Where the string "roads" appears in a line of the data, show that line.

[Records provided — start]

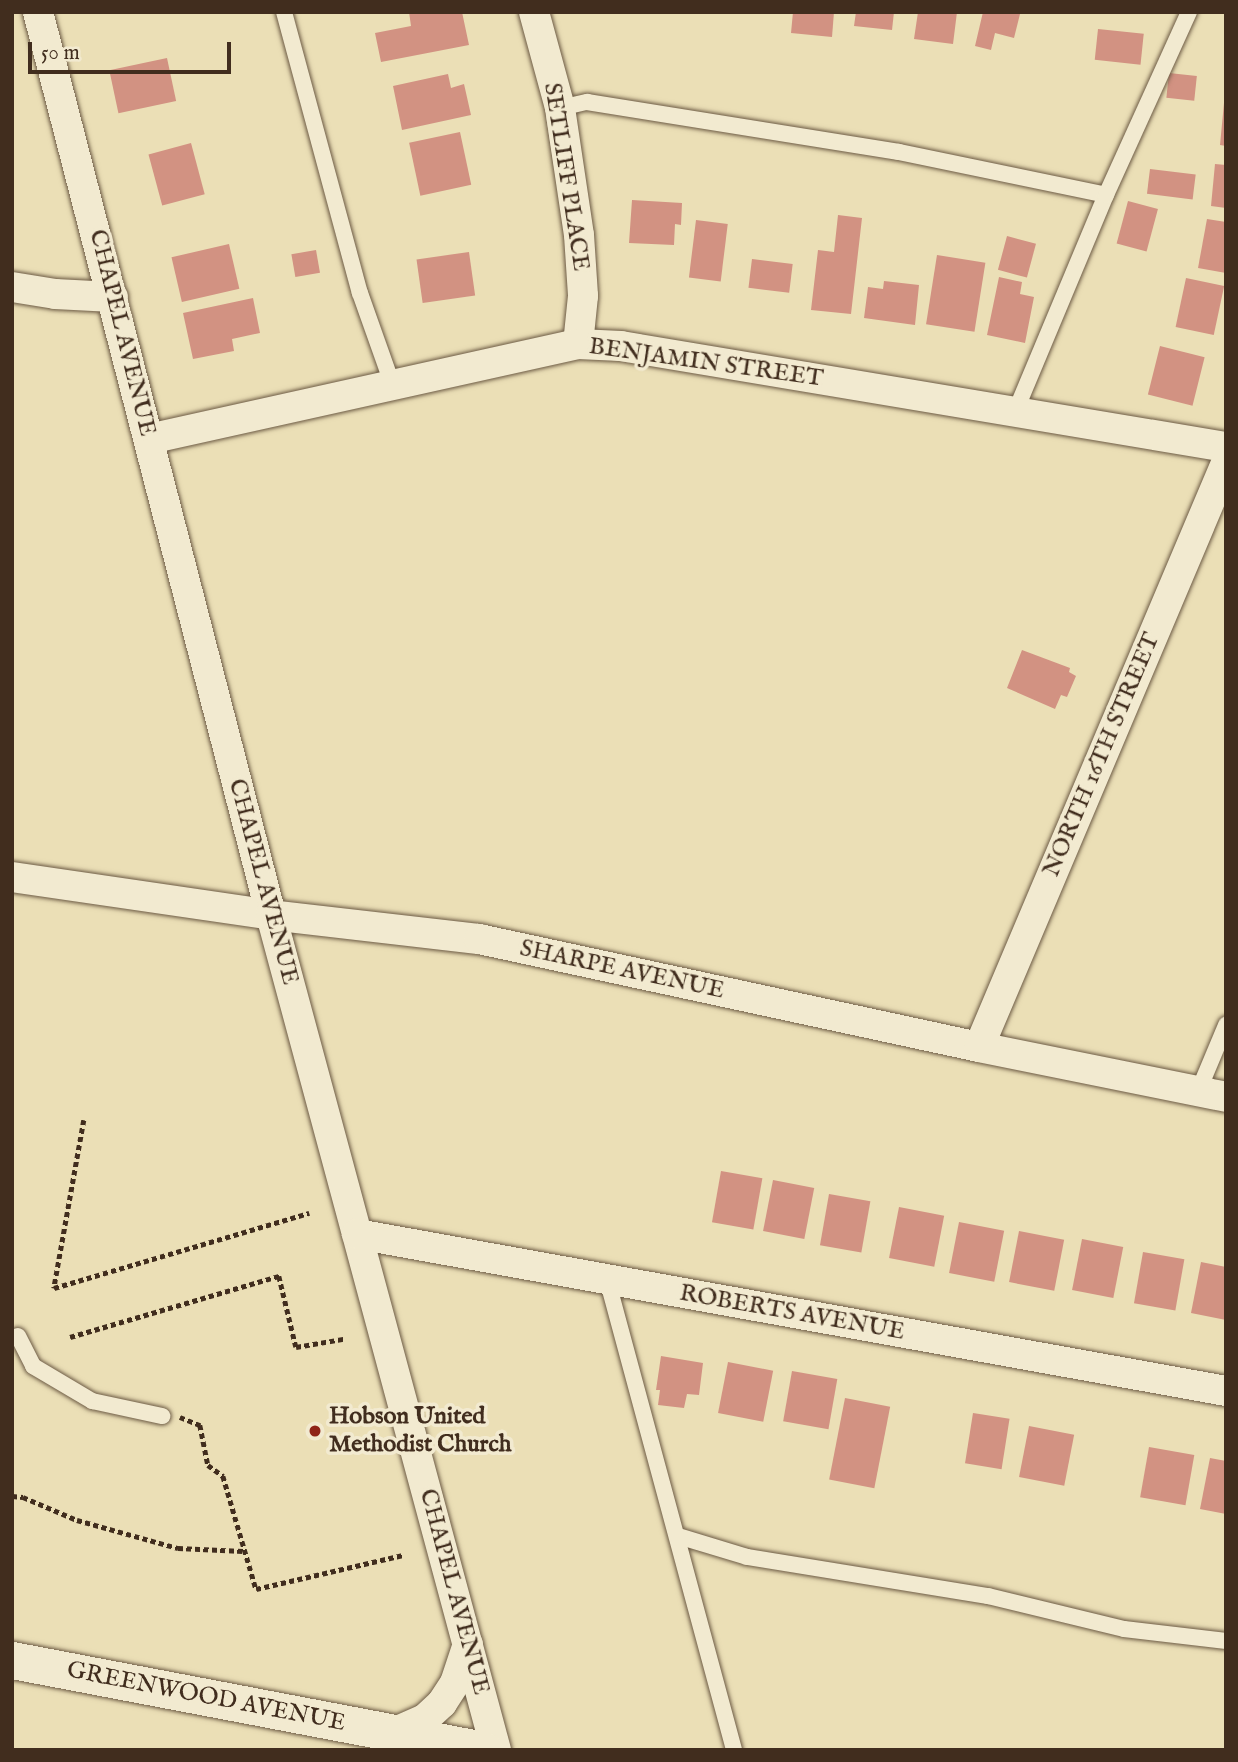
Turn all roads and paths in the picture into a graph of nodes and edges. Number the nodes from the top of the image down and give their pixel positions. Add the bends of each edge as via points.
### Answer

[Records provided — finish]
[Records provided — start]

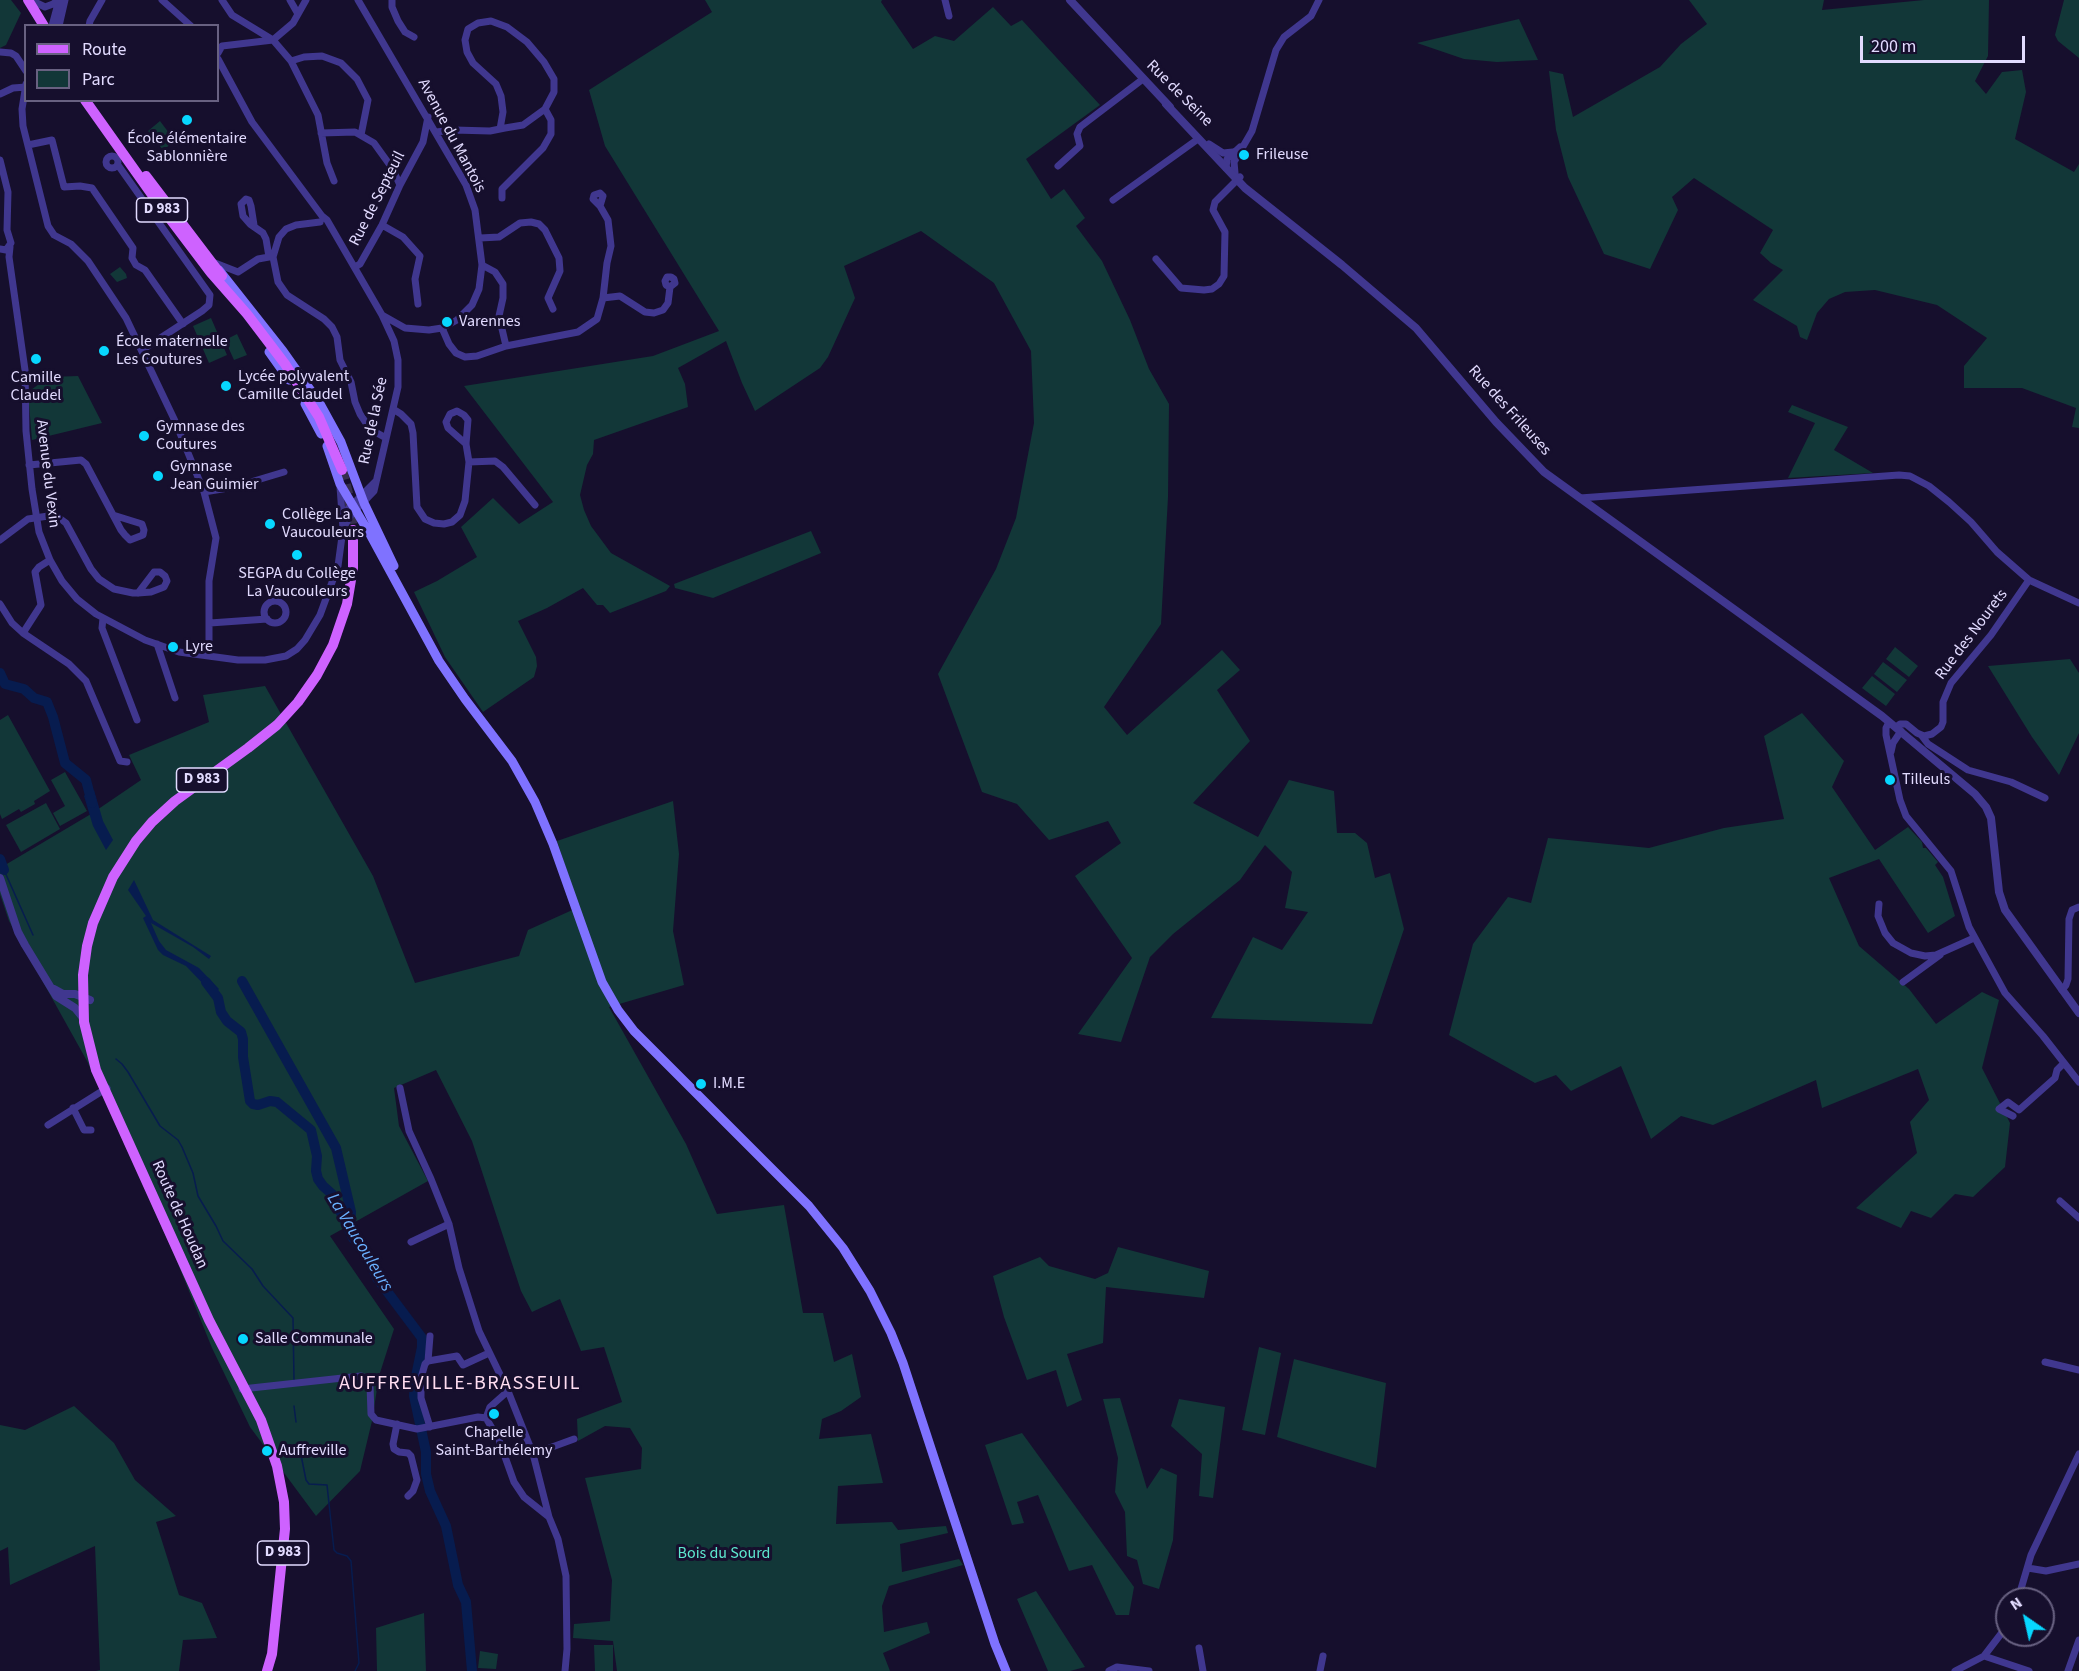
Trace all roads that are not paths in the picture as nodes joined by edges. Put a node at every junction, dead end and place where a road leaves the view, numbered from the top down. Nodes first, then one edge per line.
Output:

[Records provided — finish]

# Problem solution:
Turn all roads and paths in the picture into a graph of nodes and edges. Number the nodes from the top of the image down and give their pixel positions. Add the bends of each edge as via points.
Trace all roads that are not paths in the picture as nodes joined by edges. Put a node at every junction, dead end and place where a road leaves the view, numbered from the top down. Nodes first, then one edge per line.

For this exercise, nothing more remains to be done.